A comparação com o Brasil surge naturalmente. “Muitas vezes temos uma visão distorcida de Cuba. É uma imagem forjada por disputas políticas ou pela ignorância. Esquecemos das mazelas que enfrentamos aqui. Basta olhar para as periferias das nossas capitais. A diferença é que, em Cuba, a consciência histórica parece mais presente.”
Essa consciência se revelou em um encontro marcante nas ruas de Havana Velha. Lá, João Carlos conheceu um cubano que falava português fluentemente. Era apaixonado pelo Brasil, lia livros de autores brasileiros e assistia às novelas. “Conversamos por horas. E o que mais me surpreendeu foi perceber que todos os cubanos que conheci sabiam profundamente a história do seu país. Um deles me disse: ‘Aprendemos nossa história para que ela não se repita’. Isso me marcou.”
A ilha que resiste
Há quem vá a Cuba em busca de um passado romântico. Outros esperam encontrar apenas ruínas. João Carlos, brasileiro, voltou com reconhecimento. Em dez dias caminhando pelos becos da Havana Velha, viu a beleza e a escassez, mas também escutou histórias que desafiam estereótipos e expõem feridas que não são só cubanas.

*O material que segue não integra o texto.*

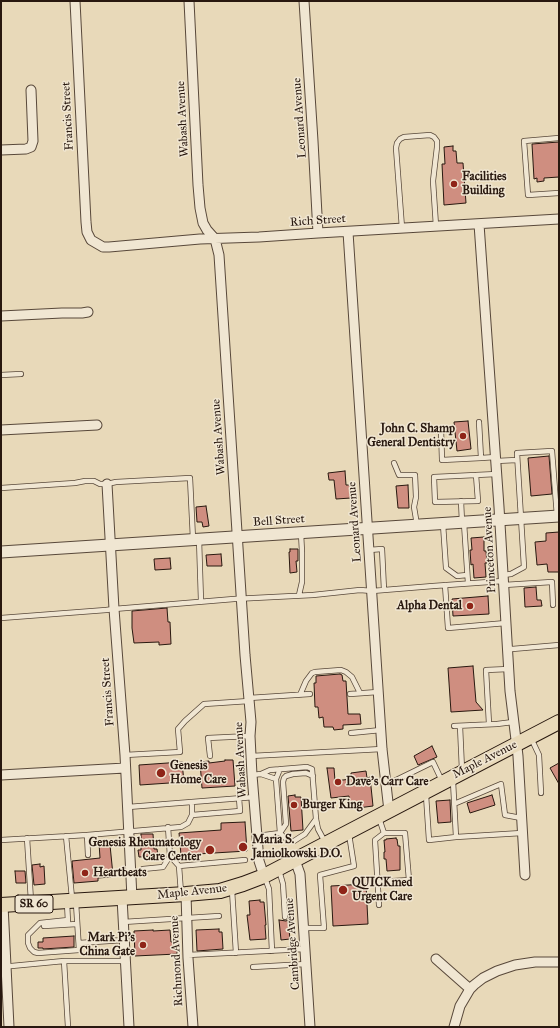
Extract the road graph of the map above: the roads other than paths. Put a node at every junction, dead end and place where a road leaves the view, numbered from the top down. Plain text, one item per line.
1 (75, 1) edge
2 (189, 1) edge
3 (304, 1) edge
4 (30, 90) dead end
5 (559, 138) edge
6 (1, 150) edge
7 (559, 193) edge
8 (559, 219) edge
9 (479, 224) junction
10 (436, 226) junction
11 (402, 229) junction
12 (87, 230) joint
13 (348, 232) junction
14 (318, 233) junction
15 (215, 239) junction
16 (88, 312) dead end
17 (1, 316) edge
18 (21, 374) dead end
19 (1, 375) edge
20 (479, 422) dead end
21 (97, 424) dead end
22 (441, 429) dead end
23 (1, 430) edge
24 (481, 458) junction
25 (496, 459) junction
26 (517, 460) junction
27 (394, 463) dead end
28 (497, 474) junction
29 (476, 475) junction
30 (107, 484) junction
31 (1, 488) edge
32 (461, 501) junction
33 (558, 516) edge
34 (521, 518) junction
35 (500, 520) junction
36 (463, 522) junction
37 (443, 524) junction
38 (417, 525) junction
39 (368, 529) junction
40 (301, 533) junction
41 (237, 537) junction
42 (196, 540) junction
43 (111, 545) junction
44 (369, 550) junction
45 (1, 552) edge
46 (467, 575) junction
47 (503, 580) junction
48 (468, 583) junction
49 (445, 585) junction
50 (384, 590) junction
51 (372, 591) junction
52 (298, 595) junction
53 (242, 598) junction
54 (201, 601) junction
55 (553, 605) dead end
56 (114, 609) junction
57 (1, 618) edge
58 (506, 623) junction
59 (559, 645) edge
60 (507, 648) junction
61 (509, 669) junction
62 (378, 692) junction
63 (360, 693) junction
64 (310, 694) dead end
65 (350, 694) dead end
66 (300, 695) junction
67 (249, 700) junction
68 (513, 722) junction
69 (559, 722) edge
70 (490, 724) junction
71 (454, 726) dead end
72 (460, 726) junction
73 (381, 730) junction
74 (351, 733) dead end
75 (250, 736) junction
76 (531, 737) junction
77 (516, 744) junction
78 (382, 749) junction
79 (125, 755) junction
80 (210, 756) dead end
81 (251, 756) junction
82 (125, 768) junction
83 (280, 769) junction
84 (1, 775) edge
85 (257, 775) junction
86 (312, 776) junction
87 (452, 777) junction
88 (276, 779) junction
89 (386, 785) junction
90 (426, 792) junction
91 (541, 793) dead end
92 (254, 797) junction
93 (239, 798) junction
94 (192, 802) junction
95 (454, 804) junction
96 (128, 807) junction
97 (384, 814) junction
98 (192, 815) junction
99 (521, 818) junction
100 (316, 819) junction
101 (168, 827) junction
102 (349, 831) junction
103 (128, 832) junction
104 (280, 833) junction
105 (384, 833) junction
106 (522, 833) junction
107 (87, 835) junction
108 (66, 836) junction
109 (257, 836) junction
110 (456, 837) junction
111 (27, 838) junction
112 (1, 840) edge
113 (326, 843) junction
114 (88, 855) dead end
115 (170, 856) junction
116 (245, 860) dead end
117 (295, 860) junction
118 (179, 866) junction
119 (279, 868) junction
120 (143, 869) dead end
121 (525, 875) dead end
122 (264, 876) junction
123 (378, 882) junction
124 (232, 888) junction
125 (183, 895) junction
126 (127, 898) junction
127 (72, 901) junction
128 (32, 904) junction
129 (2, 905) edge
130 (379, 905) dead end
131 (219, 916) dead end
132 (285, 917) dead end
133 (187, 919) junction
134 (68, 922) junction
135 (123, 922) junction
136 (77, 924) junction
137 (44, 926) dead end
138 (304, 928) junction
139 (124, 940) junction
140 (79, 943) junction
141 (305, 949) junction
142 (272, 951) junction
143 (236, 952) junction
144 (188, 955) junction
145 (436, 959) dead end
146 (64, 961) junction
147 (125, 961) junction
148 (559, 962) edge
149 (306, 964) junction
150 (4, 966) edge
151 (253, 967) dead end
152 (470, 989) junction
153 (9, 1027) edge
154 (68, 1027) edge
155 (129, 1027) edge
156 (193, 1027) edge
157 (310, 1027) edge
158 (454, 1027) edge

1 - 12 street, Francis Street
2 - 15 street, Wabash Avenue
3 - 14 street, Leonard Avenue
4 - 6 street
5 - 7 lane
8 - 9 street, Rich Street
9 - 10 street, Rich Street
9 - 25 street, Princeton Avenue
10 - 11 street, Rich Street
10 - 11 lane
11 - 13 street, Rich Street
12 - 15 street, Rich Street
13 - 14 street, Rich Street
13 - 39 street, Leonard Avenue
14 - 15 street, Rich Street
15 - 41 street, Wabash Avenue
16 - 17 street
18 - 19 lane
20 - 24 lane
21 - 23 street
22 - 24 lane
24 - 25 lane
25 - 26 lane
25 - 28 street, Princeton Avenue
26 - 33 lane
26 - 34 lane
27 - 38 lane
28 - 29 lane
28 - 35 street, Princeton Avenue
29 - 32 lane
29 - 32 lane
30 - 31 lane
30 - 42 lane
30 - 43 street, Francis Street
32 - 36 lane
33 - 34 street, Bell Street
34 - 35 street, Bell Street
34 - 47 lane
35 - 36 street, Bell Street
35 - 47 street, Princeton Avenue
36 - 37 street, Bell Street
36 - 46 lane
37 - 38 street, Bell Street
37 - 46 lane
38 - 39 street, Bell Street
39 - 40 street, Bell Street
39 - 44 street, Leonard Avenue
40 - 41 street, Bell Street
40 - 52 lane
41 - 42 street, Bell Street
41 - 53 street, Wabash Avenue
42 - 43 street, Bell Street
42 - 54 lane
43 - 45 street, Bell Street
43 - 56 street, Francis Street
44 - 50 lane
44 - 51 street, Leonard Avenue
46 - 48 lane
47 - 48 lane
47 - 55 lane
47 - 58 street, Princeton Avenue
48 - 49 lane
49 - 50 lane
49 - 58 lane
50 - 51 lane
51 - 52 lane
51 - 62 street, Leonard Avenue
52 - 53 lane
53 - 54 lane
53 - 67 street, Wabash Avenue
54 - 56 lane
56 - 57 lane
56 - 79 street, Francis Street
58 - 60 street, Princeton Avenue
59 - 60 lane
60 - 61 street, Princeton Avenue
61 - 68 street, Princeton Avenue
61 - 70 lane
62 - 63 lane
62 - 73 street, Leonard Avenue
63 - 65 lane
63 - 66 lane
64 - 66 lane
66 - 67 lane
67 - 75 street, Wabash Avenue
67 - 79 lane
68 - 70 lane
68 - 77 street, Princeton Avenue
69 - 76 main road, Maple Avenue / SR 60
70 - 72 lane
71 - 72 lane
72 - 87 lane
73 - 74 lane
73 - 78 street, Leonard Avenue
75 - 80 lane
75 - 81 street, Wabash Avenue
76 - 77 main road, Maple Avenue / SR 60
76 - 91 lane
77 - 87 main road, Maple Avenue / SR 60
77 - 99 street, Princeton Avenue
78 - 81 lane
78 - 89 street, Leonard Avenue
79 - 82 street, Francis Street
81 - 85 street, Wabash Avenue
82 - 84 street
82 - 96 street, Francis Street
83 - 85 lane
83 - 86 lane
83 - 88 lane
85 - 88 lane
85 - 92 street, Wabash Avenue
86 - 100 lane
86 - 104 lane
87 - 89 lane
87 - 90 main road, Maple Avenue / SR 60
87 - 95 lane
88 - 104 lane
89 - 97 street, Leonard Avenue
90 - 97 main road, Maple Avenue / SR 60
90 - 110 lane
92 - 93 lane
92 - 109 street, Wabash Avenue
93 - 94 lane
93 - 98 lane
94 - 96 lane
94 - 98 lane
95 - 99 lane
95 - 110 lane
96 - 103 street, Francis Street
97 - 102 main road, Maple Avenue / SR 60
97 - 105 lane
98 - 101 lane
99 - 106 street, Princeton Avenue
100 - 104 lane
100 - 113 lane
101 - 103 lane
101 - 115 lane
102 - 113 main road, Maple Avenue / SR 60
102 - 138 lane
103 - 107 lane
103 - 126 street, Francis Street
104 - 109 lane
105 - 123 lane
105 - 123 lane
106 - 110 lane
106 - 121 street, Princeton Avenue
107 - 108 lane
107 - 114 lane
108 - 111 lane
108 - 127 lane
109 - 122 street, Wabash Avenue
111 - 112 lane
111 - 128 lane
113 - 117 main road, Maple Avenue / SR 60
115 - 118 lane
115 - 120 lane
116 - 118 lane
117 - 119 main road, Maple Avenue / SR 60
117 - 138 street, Cambridge Avenue
118 - 125 lane
119 - 122 main road, Maple Avenue / SR 60
119 - 132 lane
122 - 124 main road, Maple Avenue / SR 60
122 - 142 lane
123 - 130 lane
124 - 125 main road, Maple Avenue / SR 60
124 - 143 lane
125 - 126 main road, Maple Avenue / SR 60
125 - 133 street, Richmond Avenue
126 - 127 main road, Maple Avenue / SR 60
126 - 135 street, Francis Street
127 - 128 main road, Maple Avenue / SR 60
127 - 134 lane
127 - 136 lane
128 - 129 main road, Maple Avenue / SR 60
129 - 150 street
131 - 133 lane
133 - 135 lane
133 - 144 street, Richmond Avenue
134 - 136 lane
134 - 137 lane
134 - 140 lane
135 - 139 street, Francis Street
136 - 140 lane
138 - 141 street, Cambridge Avenue
139 - 140 lane
139 - 147 street, Francis Street
141 - 142 lane
141 - 149 street, Cambridge Avenue
142 - 143 lane
143 - 144 lane
144 - 156 street, Richmond Avenue
145 - 152 street
146 - 147 lane
146 - 150 lane
146 - 154 lane
147 - 155 street, Francis Street
148 - 152 street
149 - 151 lane
149 - 157 street, Cambridge Avenue
150 - 153 street
152 - 158 street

Já Hemingway, apaixonado pela pesca, pelo povo e pela cultura cubana, dizia: “Cuba é o único lugar no mundo onde me sinto em casa como em nenhum outro”. Essa é a terceira presença indispensável nesse trio de olhares.

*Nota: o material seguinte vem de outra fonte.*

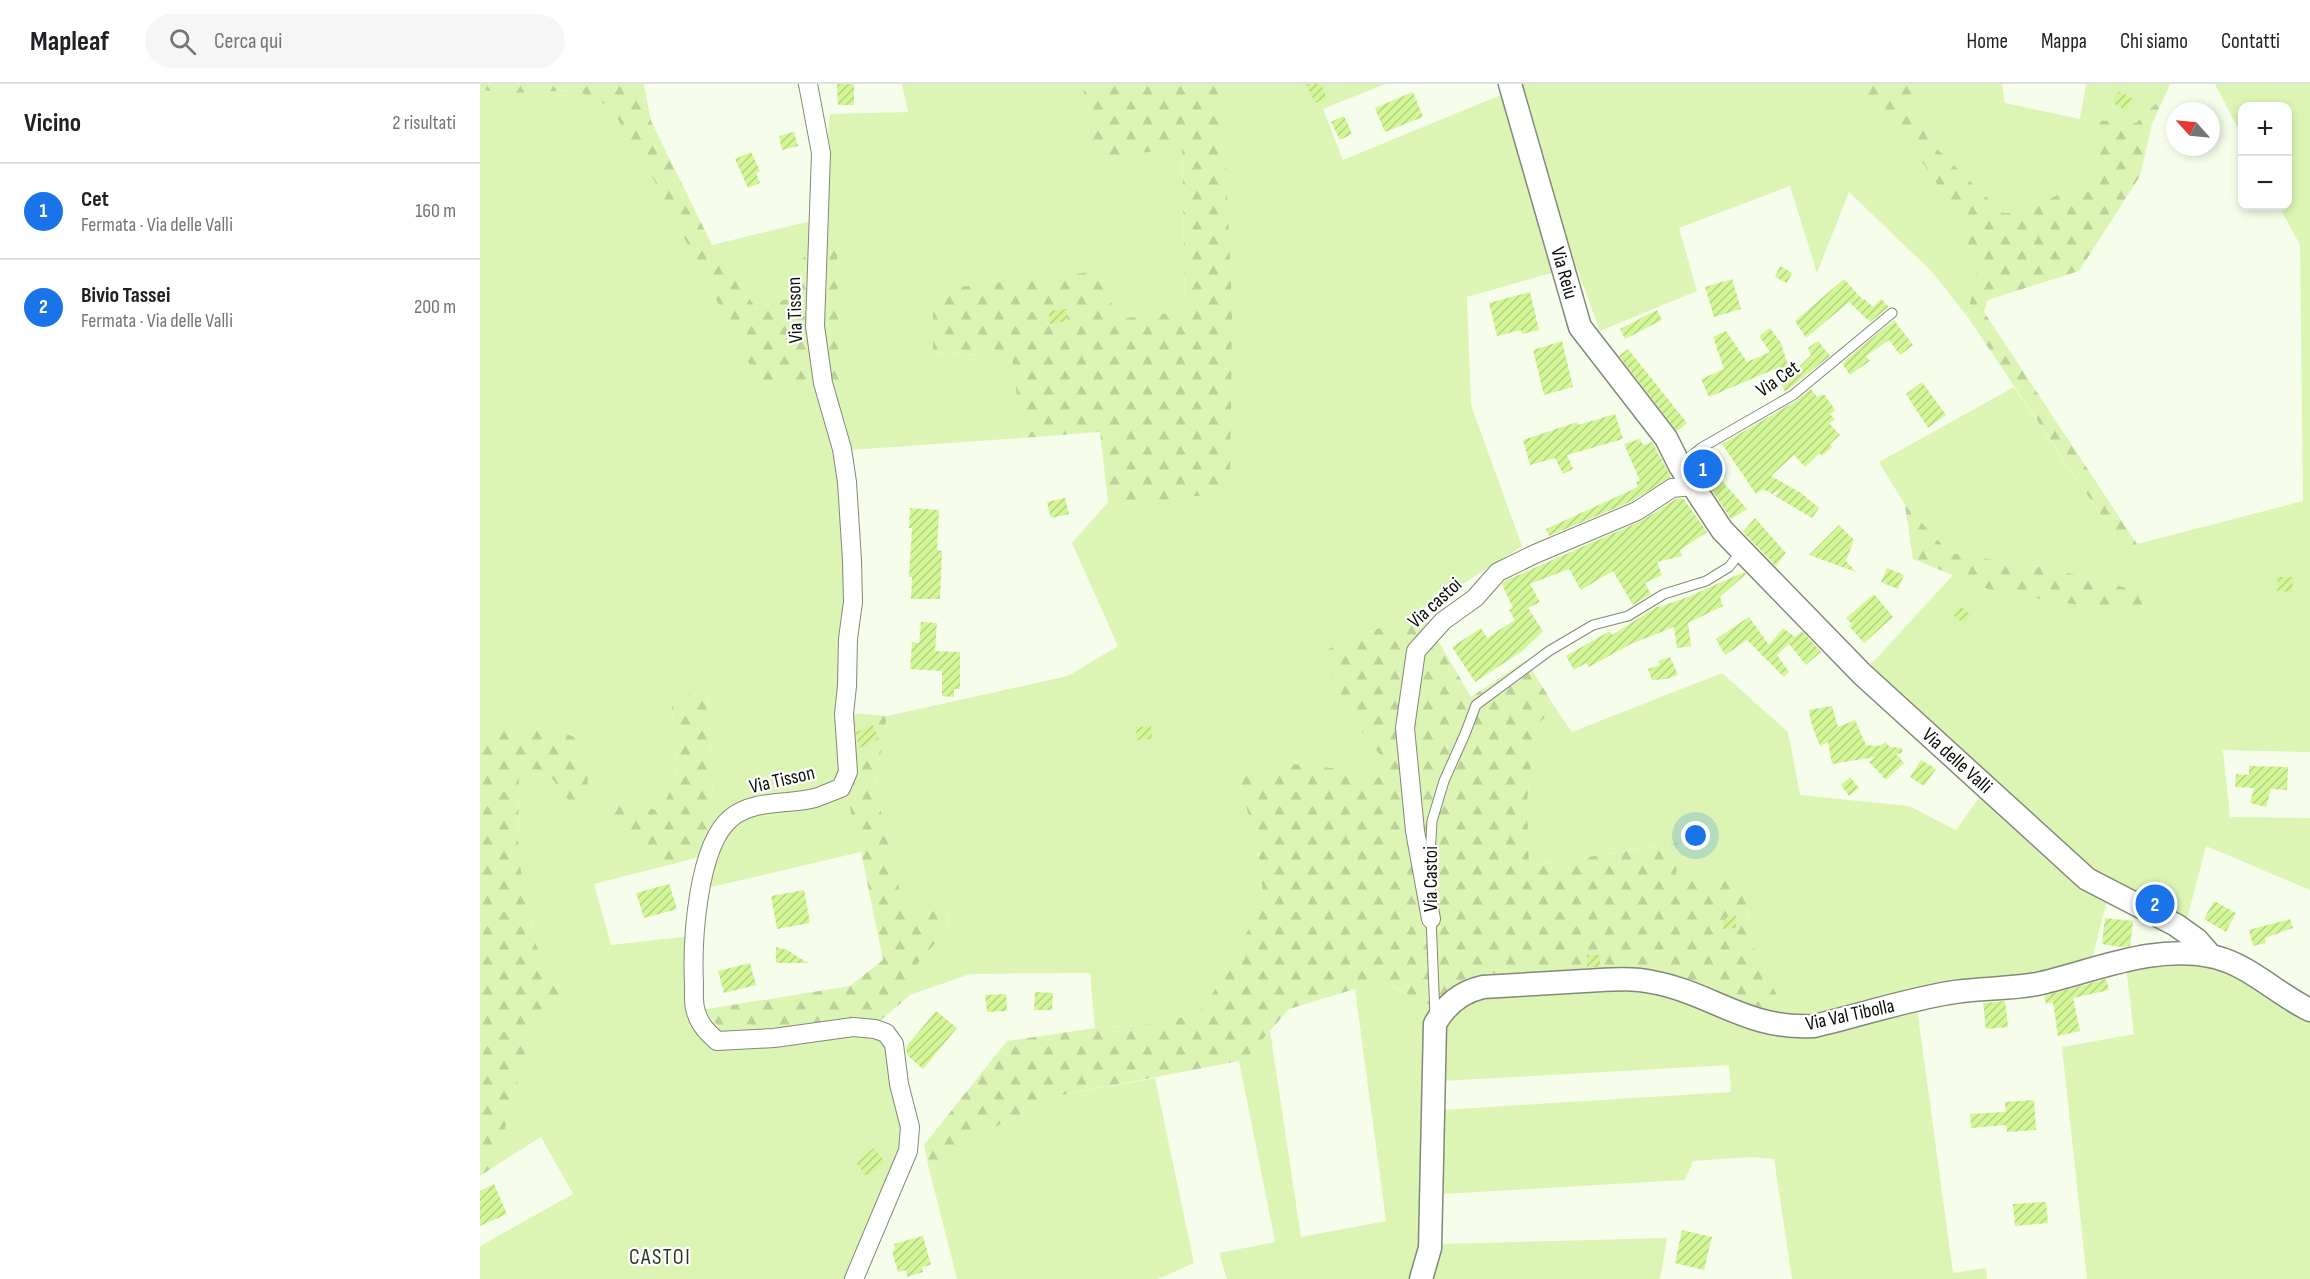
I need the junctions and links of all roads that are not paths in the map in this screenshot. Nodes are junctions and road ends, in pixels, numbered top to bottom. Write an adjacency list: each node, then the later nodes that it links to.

Talvez o que uniu Hemingway e João Carlos, separados por quase um século, tenha sido algo simples e profundo como a descoberta de um lugar onde o tempo corre em outro ritmo. Onde, apesar das dificuldades, a vida funciona com intensidade rara. João conta que nunca se sentiu tão seguro quanto andando pelas ruas de Havana. Hemingway, por sua vez, confiava tanto em seus vizinhos que deixava manuscritos e objetos de valor à vista em sua casa aberta ao sol. O Dr. Yosbel, com sua generosidade cotidiana, reafirma esse sentimento através do seu trabalho.
No fim, João Carlos Corrêa voltou ao Brasil com um pedaço de Cuba no peito. Yosbel nos presenteia com sua ética e cultura. E talvez possamos entender, tal como Hemingway, que há lugares no mundo que não se visitam, se reconhecem.